“’Let me out, let
me out,’ the spirit cried. And the boy, thinking no evil, drew the cork out of
the bottle”
Fire works are going off, Nick and the amnesia-hit Juliette
are sharing some memories – only this time Juliette remembers them, she
remembers telling a story about her childhood to Nick. In a shocking moment she
remembers him – holds him and kisses him. Hugging and crying follows before she
steps back, it all coming back to her. Everything – and the last thing she
remembers is Nick telling her the big Grimmy
secret. Kind of a “can we have a little bit of the amnesia back?” moment.
She tells him she didn’t believe him but now, after all the stuff that’s
happened, all the terrible stuff, it all makes sense. She kisses him, understanding
everything.
And then he wakes up. Whaaaat? Oh Grimm you dirty, rotten
tease! And he wakes up fully clothed as well! Damn it you could have at least
thrown in a consolation Nick in his underwear if you were going to pull the
damn “dream sequence” ploy.
To the actual monster and crime – we have a little girl
called April and her dad who appears to have problems with anger, which makes
him woge, showing he’s a Wesen. He goes to a garage, tries to pay with a series
of credit cards, all of which are maxed out. Shortly afterwards we hear the
sound of a beastie slicing the garage attendant into teeny-tiny, messy pieces.
In comes the Grimm team, Nick, hank and Wu - who has been
missing a bit lately and is clearly trying to make up for lost snark, starting
with lamenting the good ol’ days when people were just shot and stabbed and not
mauled into a gazillion pieces (lampshading like this, when well done, can
always make me smile).Time to dot he investigative thing at the police station
with Captain Renard looking on because… well what else does he actually do all
day? They check the cameras and the refused credit cards to get the man’s name and
address – William Granger and they see he has a girl in the car.
Paying a visit to his home they find the place is in in
disarray with blood splashed around. They find Mrs. Granger alive but severely
injured – asking for her daughter. She manages to woge just before passing out
and being taken to the hospital. Back to the police station for more Wu snark –
not his best, but he begs off, he can’t produce excellent snark all the time.
Looking at poor Bill Granger they find he has not been having a good time
lately – lost his job (after run ins with his fellows), he’s broke, in debt and
he’s separated from his wife. And described as “volatile”. They’re worried he
may kill anyone who sets him off and aren’t reassured when they find lots of
survival-orientated material on his computer (as in “the end of the world is
coming I need to stockpile me some guns!” kind of survival. Personally my plan
for doomsday survival is to die and be reincarnated some point in the distant
future when the descendants of the survivors have reinvented the Mocha).

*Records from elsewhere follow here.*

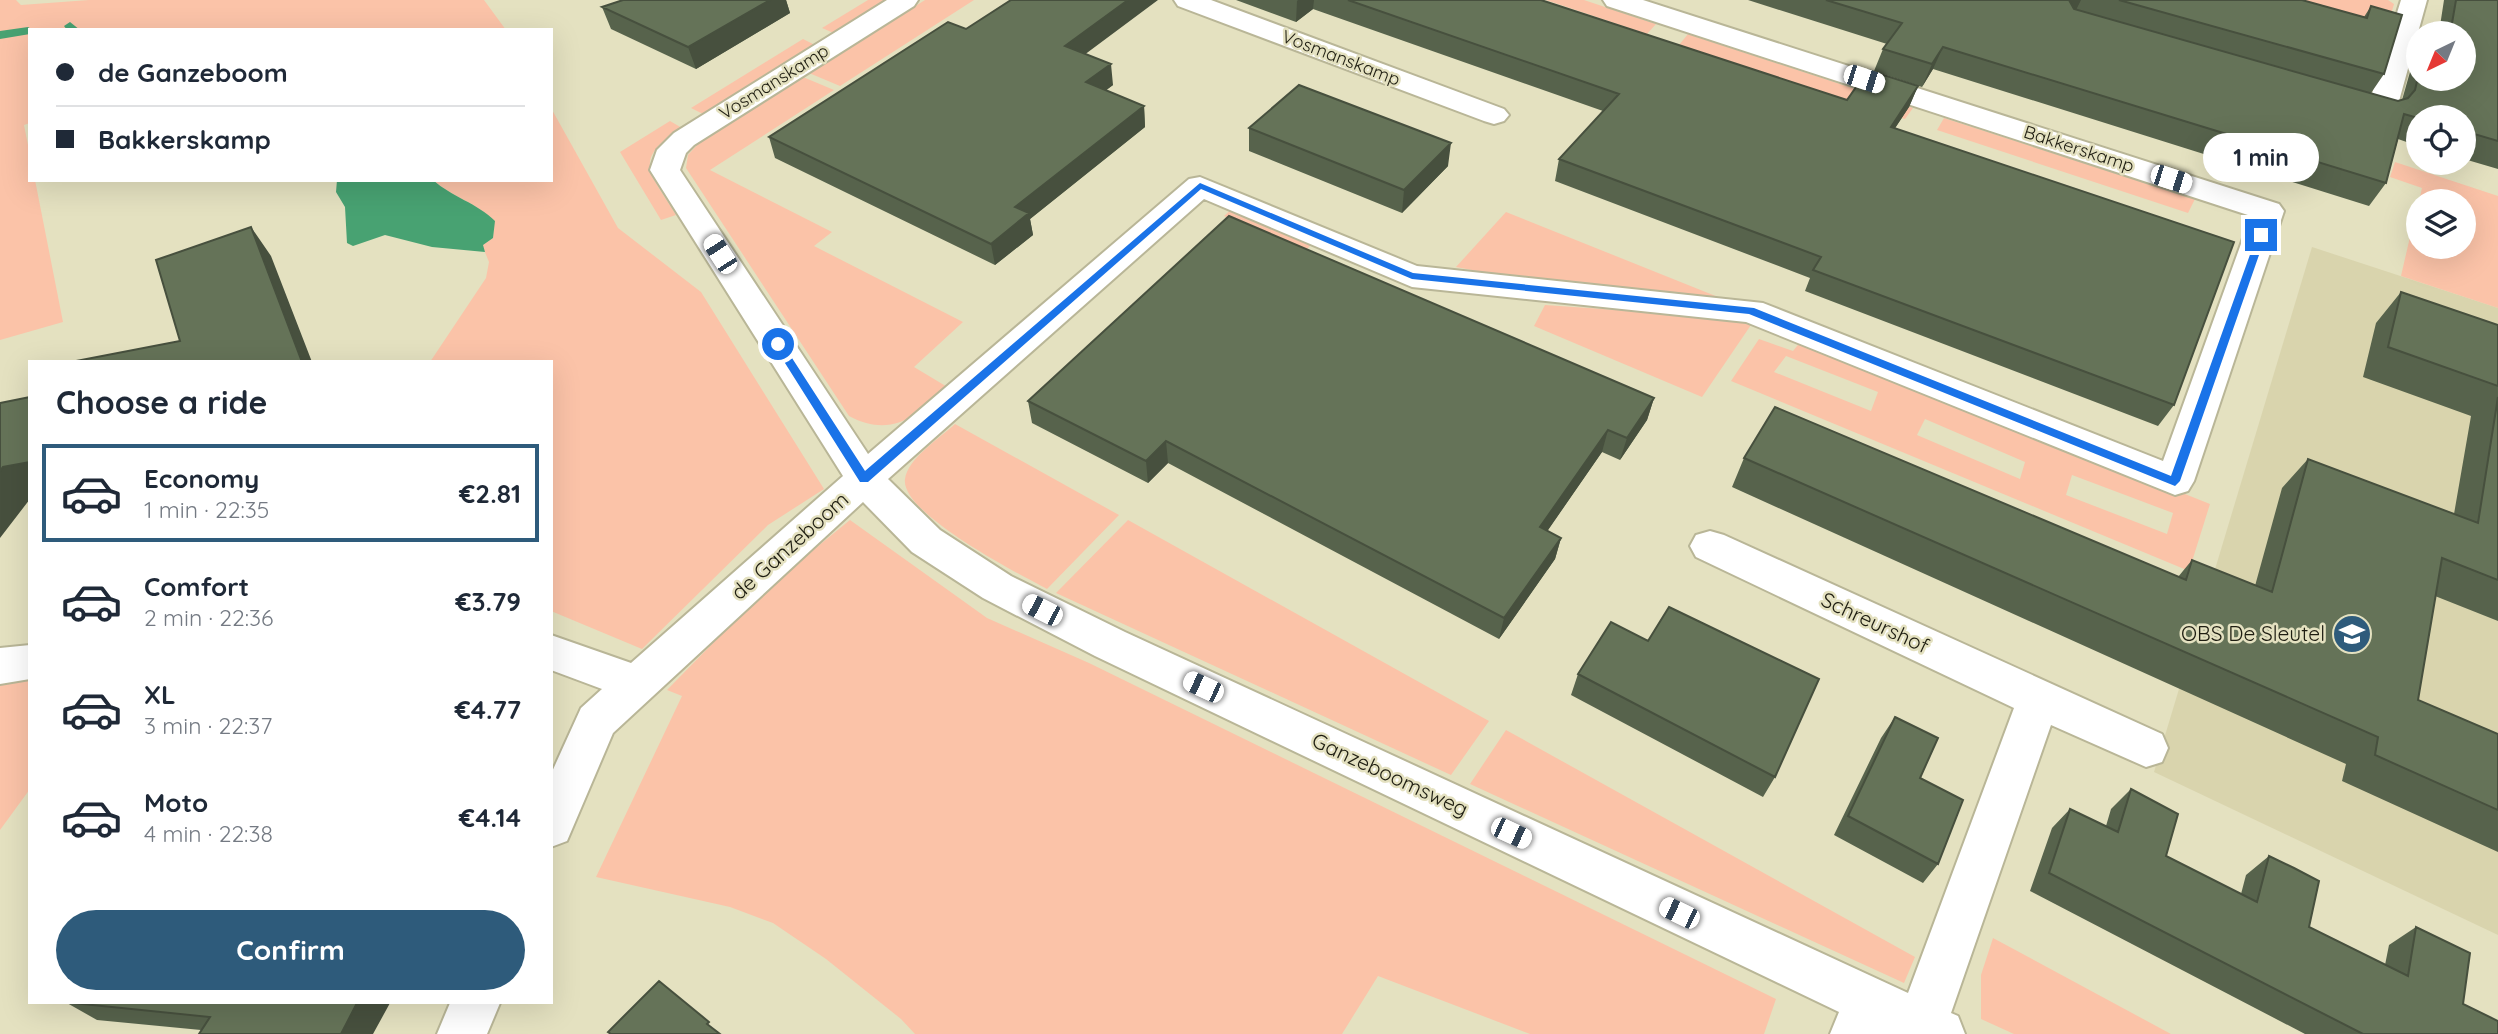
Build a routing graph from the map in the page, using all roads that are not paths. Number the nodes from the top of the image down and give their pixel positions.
1 (905, 0) edge
2 (1187, 0) edge
3 (1616, 0) edge
4 (2414, 0) edge
5 (2328, 96) edge
6 (1494, 116) dead end
7 (671, 178) joint
8 (864, 479) junction
9 (1710, 546) dead end
10 (553, 653) edge
11 (28, 662) edge
12 (0, 666) edge
13 (638, 684) junction
14 (2039, 700) junction
15 (2146, 748) dead end
16 (553, 821) edge
17 (475, 1004) edge
18 (1863, 1019) edge
19 (1931, 1030) edge
20 (462, 1034) edge

1 - 7 street, Vosmanskamp
2 - 6 street, Vosmanskamp
3 - 8 street, Bakkerskamp
4 - 5 street
7 - 8 street, de Ganzeboom
8 - 13 street, de Ganzeboom
8 - 18 street, Ganzeboomsweg
9 - 14 street, Schreurshof
10 - 13 street
11 - 12 street
13 - 16 street, de Ganzeboom
14 - 15 street, Schreurshof
14 - 19 street
17 - 20 street
18 - 19 street, Ganzeboomsweg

Nick has another line of research to do – having seen
Mrs. Granger woge and he takes Hank to the Grimm Trailer (still infinitely less
cool than the Bat Cave). Yes, I love it – and they have a little geeky love
over all the sharp things and books and potions within. I love this scene, Hank
is looking at the shinies and Nick is like a school boy showing off all his
best toys to his friend. The expressions on both their faces is perfect. They
do find the Wesen – a Drang-zorn, a short tempered Wesen that’s fiercely
protective of their young and favours underground dens when threatened. In
between the geeky love, Hank notices the triple barrelled elephant gun and
realises that it’s
the gun that killed Stark, which saved Hank’s life. He knows Nick didn’t
shoot it – and demands to know who did. Nick tells him that Stark was a
Siegbahst and that Monroe fired it. I cringed, waiting for Hank to be angry
over the secrets or the interference – but instead he remarks on how he owes
Monroe his life – with Nick adding that Monroe has saved his own life a few
times. I admit to a sigh of relief – I keep waiting for them to screw this up. Hank
also realises just how long Nick has been dealing with all the weird stuff as
well.
Granger, meanwhile is having problems. Dumping his trucks
so it isn’t recognised after the death of the garage attendant, he gets a ride
with someone else after the driver sees his little girl begging. They drive
along but the Amber Alert on the radio alerts the driver to who Granger and
April are. Hearing this, Granger smacks the driver, takes over the truck and
leaves him tie up, but alive and relatively unhurt. They head into the woods
and hunker down in an impressive bunker that Granger has built from the building
supplies and a shipping container that was referred to on his computer –
throughout this it’s April, the daughter, telling the panicking and edgy father
that it’s all going to be ok.
Wu’s computer skills narrow down some wilderness pictures
on Granger’s computer and Hank and Nick search the woods with dogs – watched by
Granger through the scope of a gun. Hank and Nick find the entrance to his underground
bunker – but Granger doesn’t fire, just watches as they go inside and find
April. Reassuring her, they take April back to the police station. They try to
ask her questions but she says nothing about the attacks and child services arrives
to place her while her mother recovers in the hospital
Which is where Granger goes to find his wife. Hank and
Nick hurry after him and catch him in her hospital room – they confront him at
gun point making him pause even though he woge-s (still not sure if that’s a
verb). After showing that they understand Wesen, Nick and Hank get the full
story – it’s April, the child doing the killing – and she was the one who
attacked her mother. She’s going through her change which should normally
happen at 13, she’s can’t control herself and her mother isn’t strong enough to
control her, she’d called Granger to come help her.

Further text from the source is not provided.